I was watching the Super Bowl last night and lost interest after Bruno Mars’ very nice halftime concert so I started picking up some “Read it Later” articles I saved late last year; one specifically caught my eye. In December the Wall Street Journal (WSJ) reported that Avon is pulling the plug on a $125 million software system rollout which “has been in the works for four years after a test of the system in Canada drove away many of the salespeople who fuel the door-to-door cosmetics company’s revenue”. Read the following excerpt from the WSJ article and imagine any EHR company company in place of “SAP”, switch “representatives” for “care givers” and replace the word “sales” with “patient care”:
While the new system based on software supplied by SAP AG worked as planned, it was so burdensome and disruptive to the representatives’ daily routine that they left in meaningful numbers. Avon relies on a direct sales model where its representatives aren’t employees, which makes it difficult to add new tasks associated with the software system.

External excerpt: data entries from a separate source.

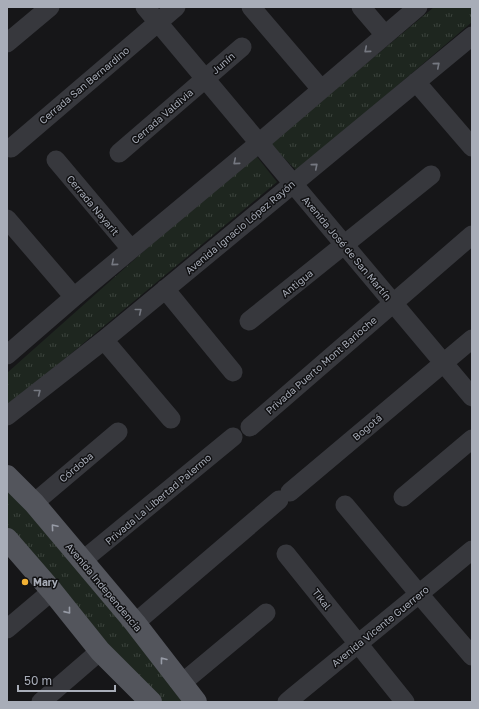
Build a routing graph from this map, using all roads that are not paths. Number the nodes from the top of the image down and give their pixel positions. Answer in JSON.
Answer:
{"nodes":[{"id":1,"x":50,"y":7,"type":"edge"},
{"id":2,"x":145,"y":7,"type":"edge"},
{"id":3,"x":176,"y":7,"type":"edge"},
{"id":4,"x":251,"y":7,"type":"edge"},
{"id":5,"x":361,"y":7,"type":"edge"},
{"id":6,"x":418,"y":7,"type":"edge"},
{"id":7,"x":158,"y":22,"type":"junction"},
{"id":8,"x":385,"y":35,"type":"junction"},
{"id":9,"x":472,"y":36,"type":"edge"},
{"id":10,"x":7,"y":43,"type":"edge"},
{"id":11,"x":242,"y":48,"type":"dead end"},
{"id":12,"x":205,"y":79,"type":"junction"},
{"id":13,"x":416,"y":82,"type":"junction"},
{"id":14,"x":321,"y":89,"type":"junction"},
{"id":15,"x":259,"y":142,"type":"junction"},
{"id":16,"x":472,"y":147,"type":"edge"},
{"id":17,"x":11,"y":148,"type":"dead end"},
{"id":18,"x":119,"y":154,"type":"dead end"},
{"id":19,"x":56,"y":160,"type":"dead end"},
{"id":20,"x":431,"y":175,"type":"dead end"},
{"id":21,"x":293,"y":184,"type":"junction"},
{"id":22,"x":7,"y":219,"type":"edge"},
{"id":23,"x":472,"y":235,"type":"edge"},
{"id":24,"x":344,"y":245,"type":"junction"},
{"id":25,"x":131,"y":249,"type":"junction"},
{"id":26,"x":165,"y":289,"type":"junction"},
{"id":27,"x":74,"y":297,"type":"junction"},
{"id":28,"x":393,"y":303,"type":"junction"},
{"id":29,"x":249,"y":321,"type":"dead end"},
{"id":30,"x":472,"y":339,"type":"edge"},
{"id":31,"x":104,"y":340,"type":"junction"},
{"id":32,"x":7,"y":355,"type":"edge"},
{"id":33,"x":443,"y":363,"type":"junction"},
{"id":34,"x":233,"y":372,"type":"dead end"},
{"id":35,"x":472,"y":397,"type":"edge"},
{"id":36,"x":7,"y":416,"type":"edge"},
{"id":37,"x":171,"y":419,"type":"dead end"},
{"id":38,"x":250,"y":427,"type":"dead end"},
{"id":39,"x":118,"y":432,"type":"dead end"},
{"id":40,"x":233,"y":437,"type":"dead end"},
{"id":41,"x":472,"y":439,"type":"edge"},
{"id":42,"x":7,"y":476,"type":"edge"},
{"id":43,"x":403,"y":497,"type":"dead end"},
{"id":44,"x":34,"y":503,"type":"junction"},
{"id":45,"x":345,"y":504,"type":"dead end"},
{"id":46,"x":7,"y":539,"type":"edge"},
{"id":47,"x":472,"y":550,"type":"edge"},
{"id":48,"x":286,"y":554,"type":"dead end"},
{"id":49,"x":82,"y":561,"type":"junction"},
{"id":50,"x":52,"y":591,"type":"junction"},
{"id":51,"x":419,"y":594,"type":"junction"},
{"id":52,"x":266,"y":613,"type":"dead end"},
{"id":53,"x":135,"y":623,"type":"junction"},
{"id":54,"x":7,"y":629,"type":"edge"},
{"id":55,"x":357,"y":644,"type":"junction"},
{"id":56,"x":100,"y":651,"type":"junction"},
{"id":57,"x":472,"y":656,"type":"edge"},
{"id":58,"x":182,"y":684,"type":"junction"},
{"id":59,"x":41,"y":702,"type":"edge"},
{"id":60,"x":151,"y":702,"type":"edge"},
{"id":61,"x":196,"y":702,"type":"edge"},
{"id":62,"x":287,"y":702,"type":"edge"},
{"id":63,"x":405,"y":702,"type":"edge"}],
"edges":[{"from":1,"to":10,"type":"street"},
{"from":2,"to":7,"type":"street","name":"Avenida José de San Martín"},
{"from":3,"to":7,"type":"street","name":"Cerrada San Bernardino"},
{"from":4,"to":14,"type":"street"},
{"from":5,"to":8,"type":"street"},
{"from":6,"to":8,"type":"street"},
{"from":7,"to":12,"type":"street","name":"Avenida José de San Martín"},
{"from":7,"to":17,"type":"street","name":"Cerrada San Bernardino"},
{"from":8,"to":14,"type":"street","one_way":true},
{"from":13,"to":9,"type":"street","name":"Avenida Ignacio López Rayón","one_way":true},
{"from":11,"to":12,"type":"street","name":"Junín"},
{"from":12,"to":15,"type":"street","name":"Avenida José de San Martín"},
{"from":12,"to":18,"type":"street","name":"Cerrada Valdivia"},
{"from":13,"to":16,"type":"street"},
{"from":21,"to":13,"type":"street","name":"Avenida Ignacio López Rayón","one_way":true},
{"from":14,"to":15,"type":"street"},
{"from":15,"to":21,"type":"street","name":"Avenida José de San Martín"},
{"from":15,"to":25,"type":"street","one_way":true},
{"from":19,"to":25,"type":"street","name":"Cerrada Nayarit"},
{"from":20,"to":24,"type":"street","name":"Antigua"},
{"from":21,"to":24,"type":"street","name":"Avenida José de San Martín"},
{"from":21,"to":26,"type":"street","name":"Avenida Ignacio López Rayón"},
{"from":22,"to":27,"type":"street"},
{"from":23,"to":28,"type":"street","name":"Privada Puerto Mont Barioche"},
{"from":24,"to":28,"type":"street","name":"Avenida José de San Martín"},
{"from":24,"to":29,"type":"street","name":"Antigua"},
{"from":25,"to":27,"type":"street","one_way":true},
{"from":31,"to":26,"type":"street","name":"Avenida Ignacio López Rayón","one_way":true},
{"from":26,"to":34,"type":"street"},
{"from":27,"to":32,"type":"street"},
{"from":28,"to":33,"type":"street","name":"Avenida José de San Martín"},
{"from":28,"to":38,"type":"street","name":"Privada Puerto Mont Barioche"},
{"from":30,"to":33,"type":"street","name":"Bogotá"},
{"from":36,"to":31,"type":"street","name":"Avenida Ignacio López Rayón","one_way":true},
{"from":31,"to":37,"type":"street"},
{"from":33,"to":35,"type":"street","name":"Avenida José de San Martín"},
{"from":33,"to":53,"type":"street","name":"Bogotá"},
{"from":39,"to":44,"type":"street","name":"Córdoba"},
{"from":40,"to":49,"type":"street","name":"Privada La Libertad Palermo"},
{"from":41,"to":43,"type":"street"},
{"from":42,"to":44,"type":"main road","name":"Avenida Independencia"},
{"from":49,"to":44,"type":"main road","name":"Avenida Independencia","one_way":true},
{"from":45,"to":51,"type":"street"},
{"from":46,"to":50,"type":"main road"},
{"from":47,"to":51,"type":"street","name":"Avenida Vicente Guerrero"},
{"from":48,"to":55,"type":"street","name":"Tikal"},
{"from":49,"to":53,"type":"main road","name":"Avenida Independencia"},
{"from":50,"to":54,"type":"street"},
{"from":50,"to":56,"type":"main road","one_way":true},
{"from":51,"to":55,"type":"street","name":"Avenida Vicente Guerrero"},
{"from":51,"to":57,"type":"street"},
{"from":52,"to":58,"type":"street"},
{"from":58,"to":53,"type":"main road","name":"Avenida Independencia","one_way":true},
{"from":55,"to":62,"type":"street","name":"Avenida Vicente Guerrero"},
{"from":55,"to":63,"type":"street","name":"Tikal"},
{"from":56,"to":59,"type":"street"},
{"from":56,"to":60,"type":"main road"},
{"from":58,"to":61,"type":"main road","name":"Avenida Independencia"}]}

After four years and $125 million dollars in investment, which is commonplace for large software rollouts and certainly on the low end for large EHR rollouts, some courageous Avon executives said “enough is enough” and chose their sales people (the revenue generators) over the vendors.

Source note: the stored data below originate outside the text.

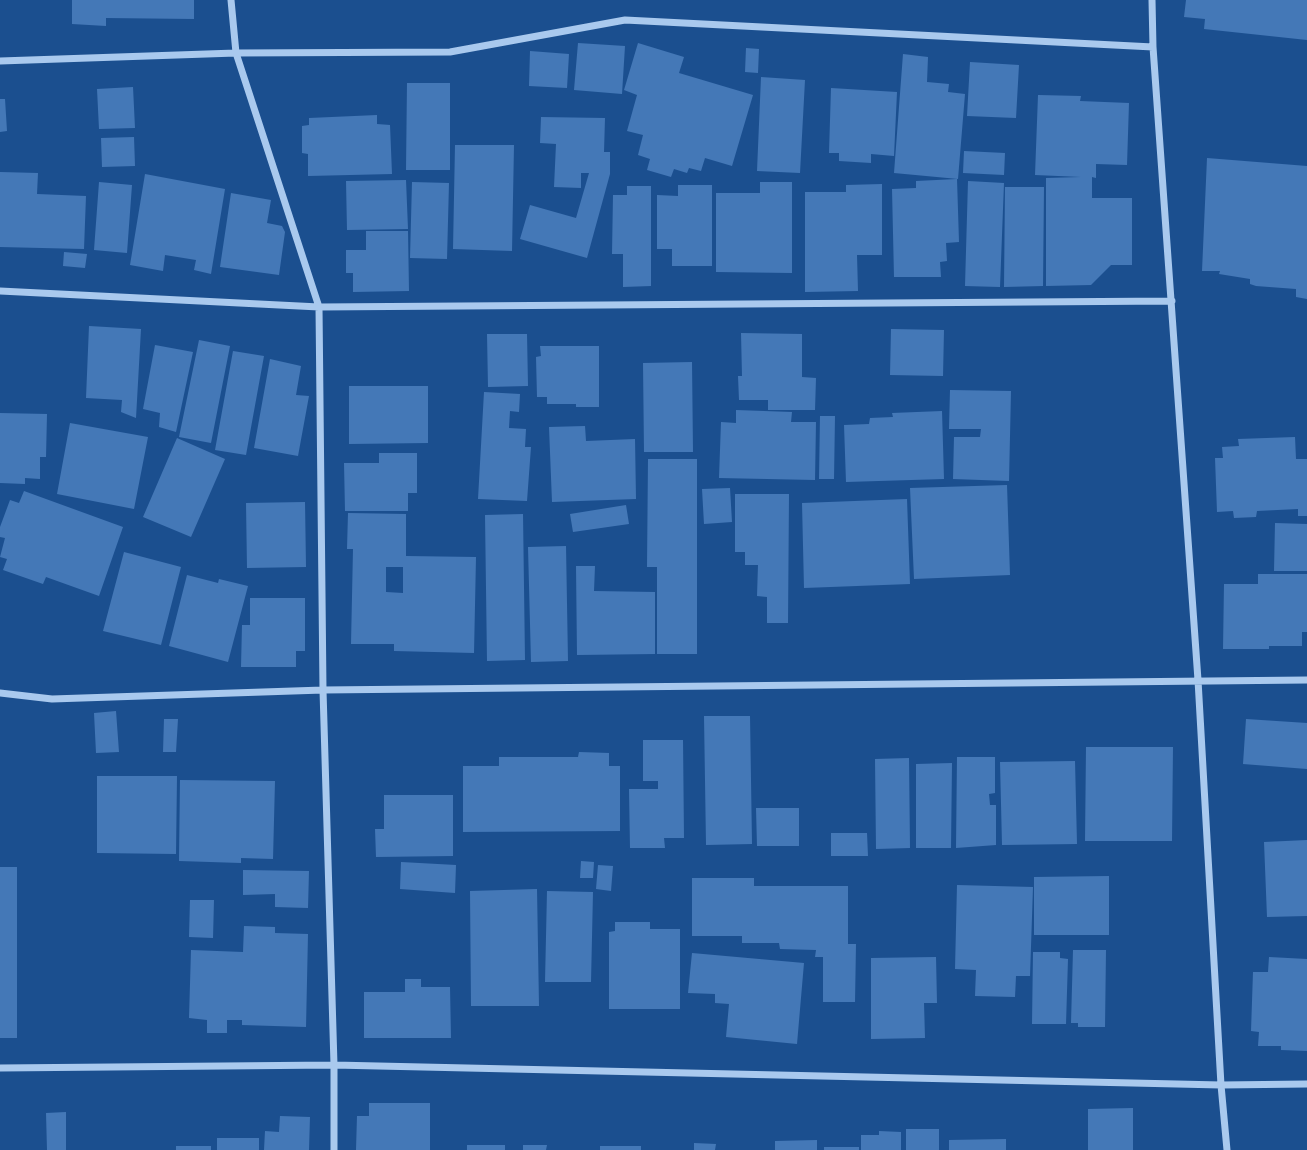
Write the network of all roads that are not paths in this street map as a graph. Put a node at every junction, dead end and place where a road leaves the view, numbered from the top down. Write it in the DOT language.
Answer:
graph roads {
  1 [pos="231,0"];
  2 [pos="1152,0"];
  3 [pos="1153,47"];
  4 [pos="236,53"];
  5 [pos="0,61"];
  6 [pos="0,291"];
  7 [pos="1172,301"];
  8 [pos="319,307"];
  9 [pos="1198,680"];
  10 [pos="1307,680"];
  11 [pos="323,690"];
  12 [pos="0,693"];
  13 [pos="334,1065"];
  14 [pos="0,1068"];
  15 [pos="1307,1084"];
  16 [pos="1221,1085"];
  17 [pos="334,1150"];
  18 [pos="1227,1150"];
  1 -- 4 [label="street"];
  2 -- 3 [label="street"];
  3 -- 4 [label="street"];
  3 -- 7 [label="street"];
  4 -- 5 [label="street"];
  4 -- 8 [label="street"];
  6 -- 8 [label="street"];
  7 -- 8 [label="street"];
  7 -- 9 [label="street"];
  8 -- 11 [label="street"];
  9 -- 10 [label="street"];
  9 -- 11 [label="street"];
  9 -- 16 [label="street"];
  11 -- 12 [label="street"];
  11 -- 13 [label="street"];
  13 -- 14 [label="street"];
  13 -- 16 [label="street"];
  13 -- 17 [label="street"];
  15 -- 16 [label="street"];
  16 -- 18 [label="street"];
}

While most physicians working at hospitals could also be considered “independent representatives,” could we imagine many CIOs or CEOs in large health systems doing the same after spending millions of dollars? How about tens of millions? How about hundreds of millions? Is there enough courage in large health system C-suites to go against the billion dollar EHR vendors and choose the well being of patients and productivity of providers?
I know that there are just as many non-healthcare CIOs who are not courageous enough to go up against large software vendors but their employees don’t have much choice and aren’t independent physicians that drive large amounts of revenue. I guess usability of EHRs will only get significant attention when independent physicians are willing to leave hospitals in large enough numbers.
One could say that the only reason Avon killed the project was that the sales reps had a choice to switch to their competitors, but it’s worth wondering if sales reps selling makeup deserve better usability than healthcare providers saving lives.